E a gente logo associa a máquina de escrever ao piano. Pois, como o instrumento musical, a máquina através de suas teclas produz uma espécie de música. Tlec, tlec, tlec... Só que bastante monótona a musiquinha, não acham? Uma tecla que aperto tem o som parecido com o da seguinte, assim por diante.... Máquina de escrever versus piano, eita comparação gasta e antiga! Na época de sua invenção, eis como a "Revista Ilustrada" já descrevia a máquina do Padre João Francisco de Azevedo:
"O sistema geral é quase idêntico ao dos pianos, isto é, por meio de um teclado, convenientemente adaptado, consegue-se transmitir ao papel os caracteres correspondentes, formando palavras, linhas, parágrafos, enfim, a escrita regular de uma ou mais páginas. O teclado está disposto em quatro pequenas carreiras, tendo cada tecla a indicação de uma letra; assim pois, tocando-se uma tecla, a letra correspondente vai imprimir-se num papel que envolve e desliza por um rolo no cimo do aparelho. Para a separação das palavras, basta tocar em uma pequena régua colocada ao fundo do teclado."

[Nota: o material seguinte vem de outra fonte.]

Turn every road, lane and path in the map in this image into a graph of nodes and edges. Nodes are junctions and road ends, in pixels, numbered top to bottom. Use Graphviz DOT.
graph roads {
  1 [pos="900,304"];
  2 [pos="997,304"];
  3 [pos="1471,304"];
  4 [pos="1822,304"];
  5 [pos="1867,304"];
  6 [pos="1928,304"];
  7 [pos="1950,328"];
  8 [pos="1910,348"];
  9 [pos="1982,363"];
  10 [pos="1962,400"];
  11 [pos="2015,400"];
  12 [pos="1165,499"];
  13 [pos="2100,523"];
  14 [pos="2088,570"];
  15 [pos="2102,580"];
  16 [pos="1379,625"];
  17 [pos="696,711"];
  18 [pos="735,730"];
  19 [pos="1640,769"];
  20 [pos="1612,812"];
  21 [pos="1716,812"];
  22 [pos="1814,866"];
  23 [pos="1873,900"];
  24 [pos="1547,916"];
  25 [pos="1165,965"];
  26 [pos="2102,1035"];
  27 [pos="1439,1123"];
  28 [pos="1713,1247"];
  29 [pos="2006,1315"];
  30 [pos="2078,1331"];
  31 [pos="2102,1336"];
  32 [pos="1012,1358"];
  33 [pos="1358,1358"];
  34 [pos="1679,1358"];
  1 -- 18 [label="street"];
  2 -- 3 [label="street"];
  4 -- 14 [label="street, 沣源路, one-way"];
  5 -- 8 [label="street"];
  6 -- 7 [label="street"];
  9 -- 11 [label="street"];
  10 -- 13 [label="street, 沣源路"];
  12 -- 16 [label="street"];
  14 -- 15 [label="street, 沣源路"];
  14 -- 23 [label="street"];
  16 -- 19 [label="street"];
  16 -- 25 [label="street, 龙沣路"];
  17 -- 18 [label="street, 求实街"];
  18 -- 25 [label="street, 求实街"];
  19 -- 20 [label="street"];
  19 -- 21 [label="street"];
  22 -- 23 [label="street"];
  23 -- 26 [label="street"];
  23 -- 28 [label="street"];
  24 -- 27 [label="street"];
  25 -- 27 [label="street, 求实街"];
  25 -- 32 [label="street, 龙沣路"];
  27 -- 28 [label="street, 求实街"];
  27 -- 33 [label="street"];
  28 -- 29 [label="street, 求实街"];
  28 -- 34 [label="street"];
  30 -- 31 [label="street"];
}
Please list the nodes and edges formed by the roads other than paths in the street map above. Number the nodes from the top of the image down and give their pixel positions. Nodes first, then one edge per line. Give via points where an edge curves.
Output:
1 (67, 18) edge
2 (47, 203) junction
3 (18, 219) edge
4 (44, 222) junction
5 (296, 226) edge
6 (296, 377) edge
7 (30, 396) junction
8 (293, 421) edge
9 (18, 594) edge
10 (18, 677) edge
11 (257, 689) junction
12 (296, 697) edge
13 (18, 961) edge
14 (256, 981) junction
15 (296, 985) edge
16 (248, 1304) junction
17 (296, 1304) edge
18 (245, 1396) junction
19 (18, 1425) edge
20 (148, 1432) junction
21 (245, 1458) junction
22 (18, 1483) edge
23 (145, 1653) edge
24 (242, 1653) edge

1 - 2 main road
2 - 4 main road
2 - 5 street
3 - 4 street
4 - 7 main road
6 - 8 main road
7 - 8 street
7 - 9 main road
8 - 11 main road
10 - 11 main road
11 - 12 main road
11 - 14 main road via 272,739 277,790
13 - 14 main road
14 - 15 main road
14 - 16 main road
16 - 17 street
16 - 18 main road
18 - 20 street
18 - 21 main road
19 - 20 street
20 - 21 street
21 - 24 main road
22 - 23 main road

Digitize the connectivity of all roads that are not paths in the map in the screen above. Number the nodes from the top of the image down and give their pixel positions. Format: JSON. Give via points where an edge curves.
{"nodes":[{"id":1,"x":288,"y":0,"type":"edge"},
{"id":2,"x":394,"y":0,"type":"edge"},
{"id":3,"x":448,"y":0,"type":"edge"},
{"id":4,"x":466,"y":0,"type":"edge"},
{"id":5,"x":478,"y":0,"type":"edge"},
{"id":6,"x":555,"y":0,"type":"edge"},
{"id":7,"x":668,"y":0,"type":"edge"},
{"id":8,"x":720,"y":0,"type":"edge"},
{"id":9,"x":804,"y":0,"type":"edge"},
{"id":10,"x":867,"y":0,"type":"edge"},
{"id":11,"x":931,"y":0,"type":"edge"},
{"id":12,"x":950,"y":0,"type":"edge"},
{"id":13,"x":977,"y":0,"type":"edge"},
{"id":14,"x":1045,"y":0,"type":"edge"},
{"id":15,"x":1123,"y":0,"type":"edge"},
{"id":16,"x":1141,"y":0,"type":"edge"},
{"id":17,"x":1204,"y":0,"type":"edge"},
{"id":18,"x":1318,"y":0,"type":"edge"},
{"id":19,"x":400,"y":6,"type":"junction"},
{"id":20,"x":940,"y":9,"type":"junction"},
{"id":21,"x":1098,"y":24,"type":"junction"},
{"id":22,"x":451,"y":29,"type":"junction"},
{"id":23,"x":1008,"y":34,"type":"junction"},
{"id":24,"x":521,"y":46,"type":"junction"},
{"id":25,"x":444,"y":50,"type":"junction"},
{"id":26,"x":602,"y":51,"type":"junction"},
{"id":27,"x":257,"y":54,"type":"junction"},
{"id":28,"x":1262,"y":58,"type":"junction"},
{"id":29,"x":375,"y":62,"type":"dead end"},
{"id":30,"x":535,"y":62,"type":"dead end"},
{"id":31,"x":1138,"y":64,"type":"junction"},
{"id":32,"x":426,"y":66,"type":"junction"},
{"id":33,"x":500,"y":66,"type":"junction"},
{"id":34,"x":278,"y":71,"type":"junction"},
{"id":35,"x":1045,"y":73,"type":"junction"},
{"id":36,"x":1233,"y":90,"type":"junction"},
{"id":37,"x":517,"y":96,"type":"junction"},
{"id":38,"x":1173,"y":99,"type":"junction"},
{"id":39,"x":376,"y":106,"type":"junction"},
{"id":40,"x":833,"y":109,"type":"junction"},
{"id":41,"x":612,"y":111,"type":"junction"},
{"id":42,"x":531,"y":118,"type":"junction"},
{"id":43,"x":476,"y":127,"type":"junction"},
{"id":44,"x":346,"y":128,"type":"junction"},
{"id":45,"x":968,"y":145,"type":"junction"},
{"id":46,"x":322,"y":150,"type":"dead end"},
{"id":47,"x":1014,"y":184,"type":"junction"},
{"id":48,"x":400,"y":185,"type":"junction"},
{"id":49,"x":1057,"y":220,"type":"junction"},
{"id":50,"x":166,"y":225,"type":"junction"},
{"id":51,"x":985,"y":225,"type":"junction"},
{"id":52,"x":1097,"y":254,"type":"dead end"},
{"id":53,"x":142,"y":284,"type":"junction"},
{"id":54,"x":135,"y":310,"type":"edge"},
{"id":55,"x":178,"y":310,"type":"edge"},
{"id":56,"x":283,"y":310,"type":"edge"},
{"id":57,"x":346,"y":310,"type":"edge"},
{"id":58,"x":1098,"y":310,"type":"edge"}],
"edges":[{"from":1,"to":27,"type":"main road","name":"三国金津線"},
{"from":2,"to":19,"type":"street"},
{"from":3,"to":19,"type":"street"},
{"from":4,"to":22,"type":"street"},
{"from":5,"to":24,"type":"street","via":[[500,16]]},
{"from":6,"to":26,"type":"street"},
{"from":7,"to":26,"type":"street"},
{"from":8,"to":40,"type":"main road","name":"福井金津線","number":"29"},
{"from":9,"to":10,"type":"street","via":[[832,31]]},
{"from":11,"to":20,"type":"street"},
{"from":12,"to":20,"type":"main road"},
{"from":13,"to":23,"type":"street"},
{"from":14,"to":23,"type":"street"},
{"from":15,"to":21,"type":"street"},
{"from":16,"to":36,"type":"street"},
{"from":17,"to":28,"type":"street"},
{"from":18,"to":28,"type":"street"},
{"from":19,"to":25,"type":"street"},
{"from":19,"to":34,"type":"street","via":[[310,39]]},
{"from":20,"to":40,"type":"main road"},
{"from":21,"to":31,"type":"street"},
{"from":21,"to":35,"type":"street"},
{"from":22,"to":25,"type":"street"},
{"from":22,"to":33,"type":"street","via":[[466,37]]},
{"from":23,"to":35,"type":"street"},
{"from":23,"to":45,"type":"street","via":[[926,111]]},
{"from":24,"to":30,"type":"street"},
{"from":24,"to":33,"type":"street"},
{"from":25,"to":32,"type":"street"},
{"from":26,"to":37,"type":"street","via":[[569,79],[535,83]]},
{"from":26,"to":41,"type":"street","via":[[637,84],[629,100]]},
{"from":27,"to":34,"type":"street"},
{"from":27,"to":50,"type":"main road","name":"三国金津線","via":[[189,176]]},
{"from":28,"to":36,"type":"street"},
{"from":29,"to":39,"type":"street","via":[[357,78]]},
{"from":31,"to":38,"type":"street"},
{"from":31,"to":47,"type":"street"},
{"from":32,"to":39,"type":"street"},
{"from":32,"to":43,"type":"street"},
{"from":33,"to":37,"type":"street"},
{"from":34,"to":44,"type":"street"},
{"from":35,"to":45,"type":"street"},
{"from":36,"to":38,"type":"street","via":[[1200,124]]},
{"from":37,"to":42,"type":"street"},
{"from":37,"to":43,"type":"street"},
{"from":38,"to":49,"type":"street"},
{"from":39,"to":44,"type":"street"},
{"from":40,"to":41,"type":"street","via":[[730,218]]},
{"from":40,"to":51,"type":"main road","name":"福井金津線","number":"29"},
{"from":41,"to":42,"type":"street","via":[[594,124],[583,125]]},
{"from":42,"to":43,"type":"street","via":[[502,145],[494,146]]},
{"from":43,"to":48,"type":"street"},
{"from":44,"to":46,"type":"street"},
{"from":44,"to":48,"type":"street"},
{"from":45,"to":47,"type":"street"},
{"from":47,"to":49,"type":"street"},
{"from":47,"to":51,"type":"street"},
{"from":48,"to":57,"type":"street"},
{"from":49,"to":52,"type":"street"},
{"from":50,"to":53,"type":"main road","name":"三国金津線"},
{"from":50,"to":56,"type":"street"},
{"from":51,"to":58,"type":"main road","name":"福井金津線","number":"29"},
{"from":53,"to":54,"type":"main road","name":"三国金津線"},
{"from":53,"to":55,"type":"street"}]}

É... a máquina de escrever nem de longe tem os recursos do piano, instrumento que sola e harmoniza. Em compensação, ganha dele em materialidade. Pois, enquanto vou tlec-tlec-tlec solando, vou também com ela criando a própria "partitura".
Não fora assim, e pedindo vênia à minha "Olivetti" pelo que vou dizer, melhor seria compará-la a uma concertina de botão.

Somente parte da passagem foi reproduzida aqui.